This week I lost one of my patients, Cooper. He was a feisty 4-year-old with mitochondrial depletion syndrome. I began looking after him as an infant when he wouldn’t stop screaming. I saw him through surgeries, diagnostic rabbit trails, and ultimately helped with the painful decision to undergo small bowel transplantation. Inexplicable symptoms and strange complications defined his short life. While he spent his final days in considerable pain, his lucid moments were spent throwing marshmallows at his siblings. It sort of encapsulates who he was. Great spirit.
Independent of the circumstances, a child’s death is always brutally difficult to process. It’s counterintuitive. And facing Cooper’s parents for the first time after his passing was strangely difficult for me. When he was alive I always had a plan. Every sign, symptom, and problem had a systematic approach. But when faced with the most inconceivable process, I found myself awkwardly at odds with how to handle the dialog. In a hospital my calculated clinical role has a way of sheltering me from a parent’s reality. At a funeral it’s different.

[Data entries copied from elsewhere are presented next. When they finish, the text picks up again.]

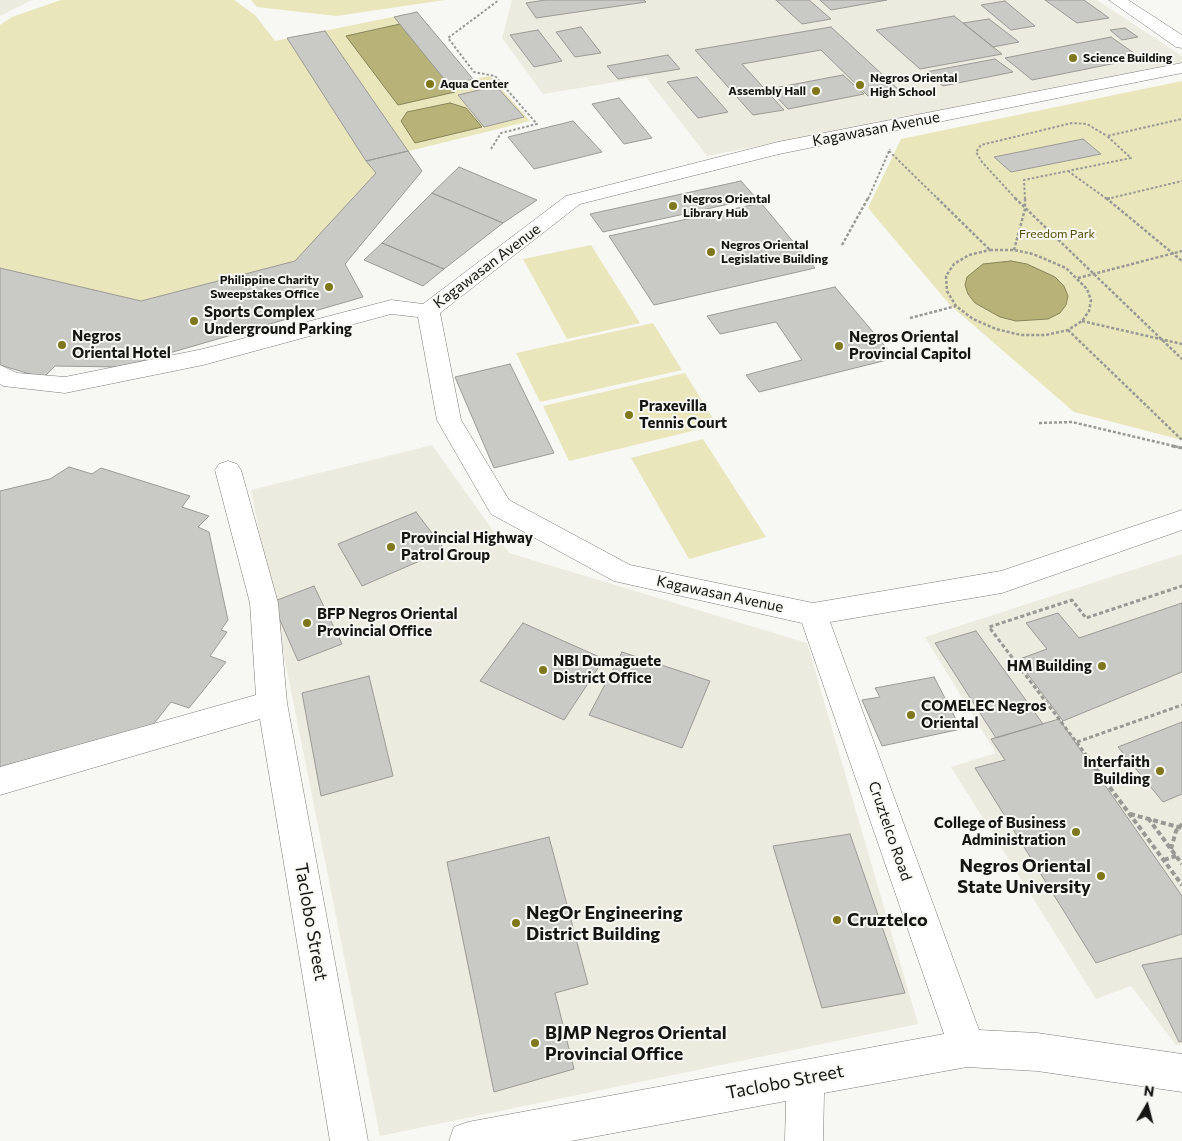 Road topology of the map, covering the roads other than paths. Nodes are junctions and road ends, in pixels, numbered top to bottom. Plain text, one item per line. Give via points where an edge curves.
1 (1117, 0) edge
2 (1182, 43) edge
3 (1182, 68) edge
4 (428, 311) junction
5 (0, 373) edge
6 (228, 470) dead end
7 (1182, 520) edge
8 (813, 614) junction
9 (272, 703) junction
10 (0, 781) edge
11 (967, 1048) junction
12 (1182, 1073) edge
13 (805, 1079) junction
14 (349, 1141) edge
15 (468, 1141) edge
16 (804, 1141) edge

1 - 2 street
3 - 4 street, Kagawasan Avenue via 778,148 573,200
4 - 5 street via 390,307 203,357 65,385 11,380
4 - 8 street, Kagawasan Avenue via 449,420 500,507 624,574
6 - 9 street, Taclobo Street via 264,603
7 - 8 street, Kagawasan Avenue via 1002,582
8 - 11 street, Cruztelco Road
9 - 10 street
9 - 14 street, Taclobo Street
11 - 12 street, Taclobo Street via 1037,1052
11 - 13 street, Taclobo Street
13 - 15 street, Taclobo Street
13 - 16 street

Patients like Cooper offer the most unusual landscape for thinking. They force us to look at what we’ve done and more importantly what we failed to do. At Cooper’s memorial service yesterday, Father Gerald Sevick‘s quote of Isaiah 11:16 was timely for me: And a child will lead them. These children teach us. And when you look at these experiences in just the right way, they represent a unique gift.
Disney interviewed me in 2007 in a feature piece on colic. Pictured above with his mother Sarah, Coop was one of our models.